事故では大きな怪我はなかったものの、そのときの衝撃からせん妄の症状を発症してしまったヤンチョル。時刻の確認や着衣さえも満足にできない状態のヤンチョルに、ドジュンは事態の深刻さを痛感していた。
ここで繰り広げられるのが、ドジュンとソンジュンの見えない火花が飛び散る頭脳戦だ。ドジュンはソンジュンに、ヤンチョルが昏睡状態であることは嘘であること、事故はただの交通事故ではなくスニャン一族の誰かによる殺人計画であること、そしてヤンチョルは「理事会で金融持ち株会社の設立を反対する者が犯人」と考えている旨を伝えた。その上で、理事会で持ち株会社の設立に賛成して欲しいと頼むことで、ソンジュンに協力させようとしていたのだ。
しかし以前いっぱい食わされたソンジュンがドジュンの言うことをそのまま聞くはずもなかった。ソンジュンの策略に、今度はドジュンがうなることになる。
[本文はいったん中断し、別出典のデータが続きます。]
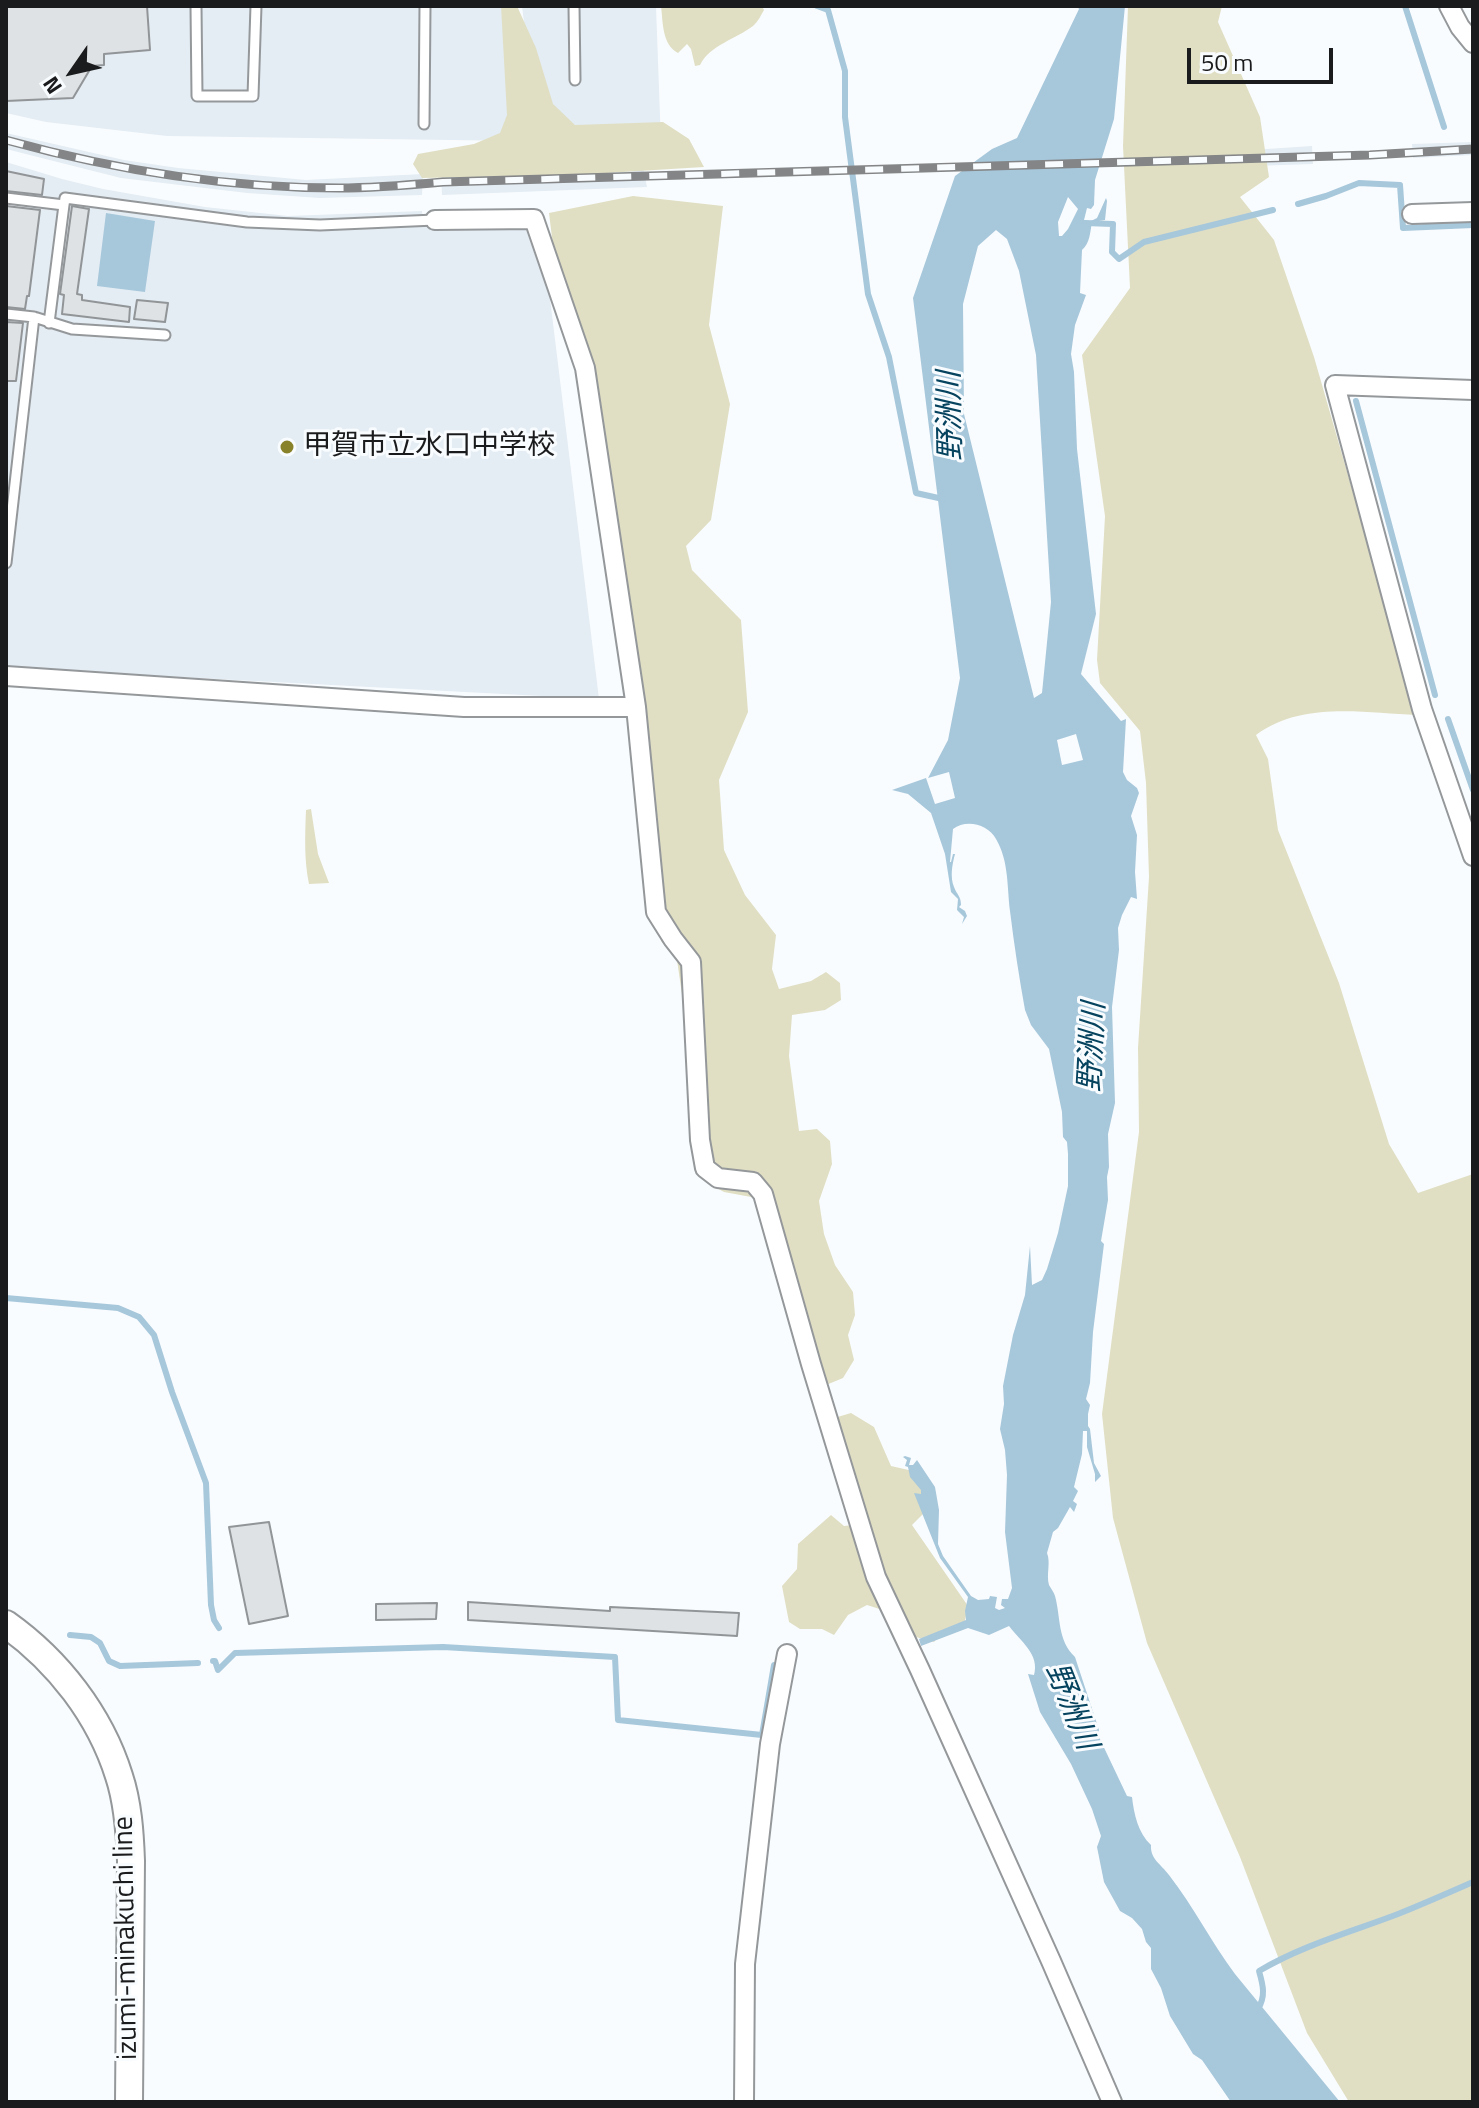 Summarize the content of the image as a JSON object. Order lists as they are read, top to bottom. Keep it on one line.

一方で、ヤンチョル殺害未遂事件の真相もまた闇が深かった。財閥家ならではの金をめぐってのむごい動機ではなかったものの、だからこそ思い通りにいかない人生の難しさを感じられる。因果応報ともいうべきヤンチョルの罪が"いまこのとき”に牙をむいたのは、まさにドラマチックな展開を呼ぶカギとなった。
未来知識をもとにした事業戦略はいつもどおりながら、"ヤンチョルの死”という大きな転機を迎えたのも物語が終わりに近づいていることを感じさせる。ヤンチョルの遺言書がもたらした混乱のなかでもヤンチョルの名誉を守るドジュンの義理堅さはさすがだが、その後立ち回りがさらに場を描き乱す。
大黒柱を失っていよいよ混沌の様相を呈してきたスニャン一族。グループの株価は暴落し、大きな危機を迎えることとなった。しかしそんな陰鬱とした物語のなかにあって、「ドジュンは私の孫だ。私に一番よく似た孫だ」と笑顔で答えるヤンチョルの映像は強大な破壊力を持っていた。最期の言葉に思わず涙するドジュンに、釣られて泣いた人は少なくないはずだ。
それでいて、ドジュンのなかにいる“ヒョヌ”が殺されるきっかけとなったペーパーカンパニーの情報が飛び出す。残り2話でヒョヌが死なねばならなかった理由と、その黒幕が明らかになる。